USF2-mediated upregulation of TXNRD1 contributes to hepatocellular carcinoma progression by activating Akt/mTOR signaling

Thioredoxin reductase 1 (TXNRD1) is one of the major redox regulators in mammalian cells, which has been reported to be involved in tumorigenesis. However, its roles and regulatory mechanism underlying the progression of HCC remains poorly understood. In this study, we demonstrated that TXNRD1 was significantly upregulated in HCC tumor tissues and correlated with poor survival in HCC patients. Functional studies indicated TXNRD1 knockdown substantially suppressed HCC cell proliferation and metastasis both in vitro and in vivo, and its overexpression showed opposite effects.

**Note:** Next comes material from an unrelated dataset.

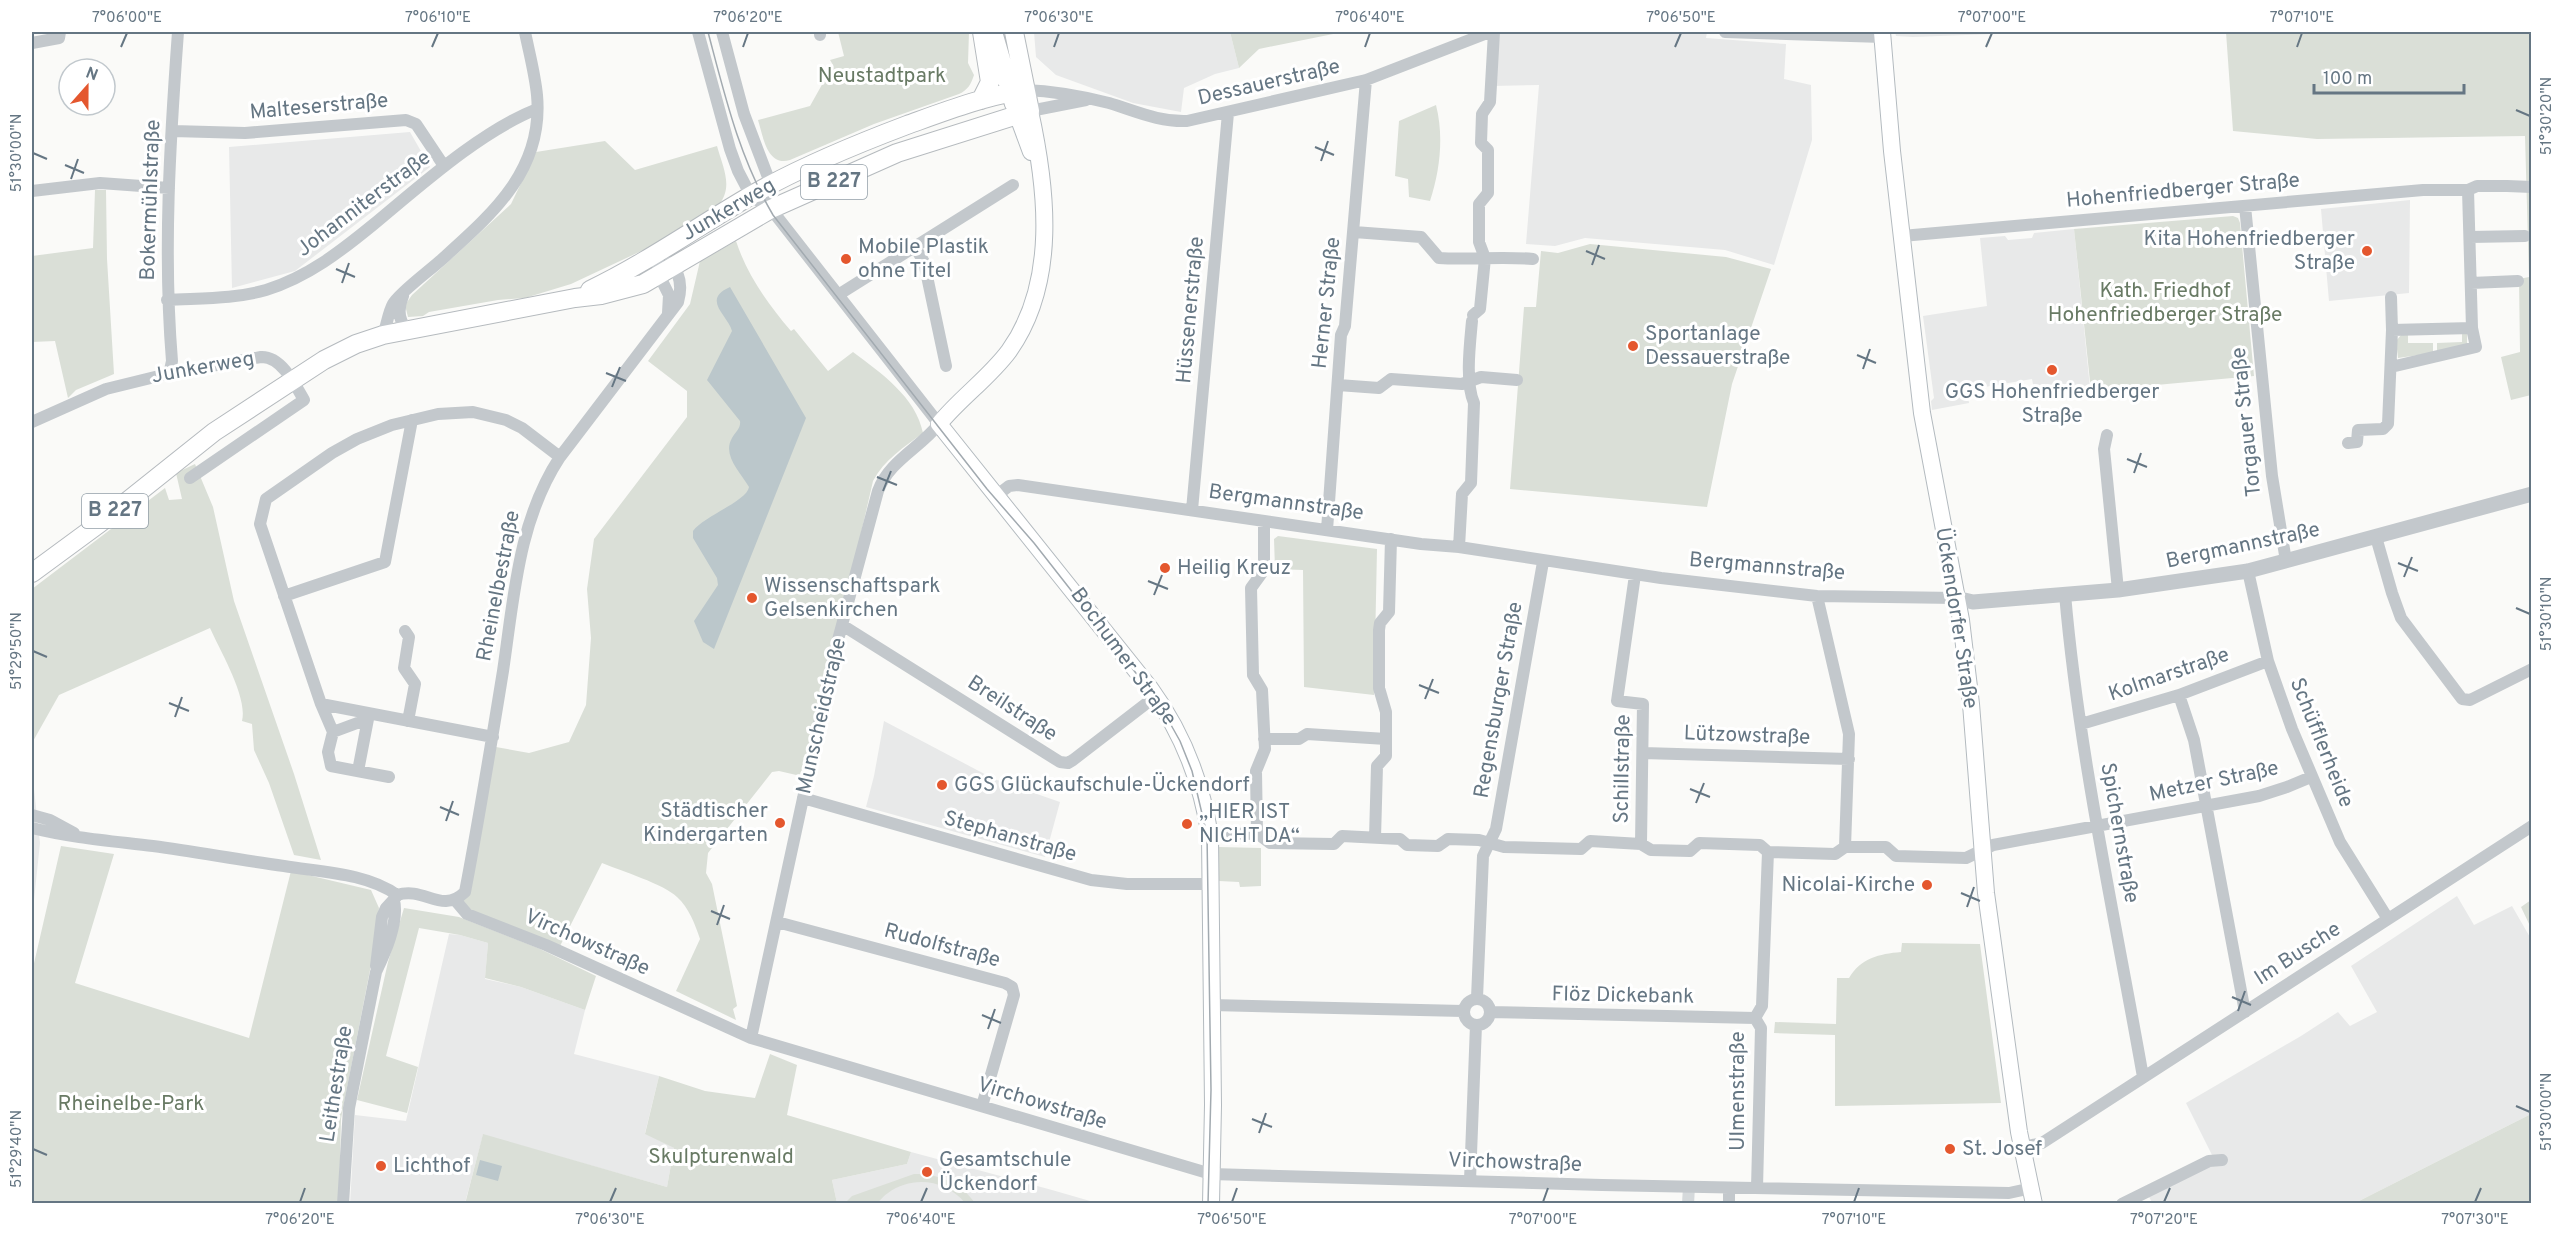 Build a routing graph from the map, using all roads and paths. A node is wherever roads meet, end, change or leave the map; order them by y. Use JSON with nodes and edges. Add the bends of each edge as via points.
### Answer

Mechanistically, TXNRD1 attenuated the interaction between Trx1 and PTEN which resulting in acceleration of PTEN degradation, thereby activated Akt/mTOR signaling and its target genes which conferred to elevated HCC cell mobility and metastasis. Moreover, USF2 was identified as a transcriptional suppressor of TXNRD1, which directly interacted with two E-box sites in TXNRD1 promoter. USF2 functioned as tumor suppressor through the downstream repression of TXNRD1. Further clinical data revealed negative co-expression correlations between USF2 and TXNRD1. In conclusion, our findings reveal that USF2-mediated upregulation of TXNRD1 contributes to hepatocellular carcinoma progression by activating Akt/mTOR signaling.

Automated summary

The study showed that TXNRD1 is upregulated in HCC tumors and correlates with poor patient survival. Functional studies demonstrated that TXNRD1 promotes HCC cell proliferation and metastasis. USF2 acts as a tumor suppressor by inhibiting TXNRD1 expression in HCC progression.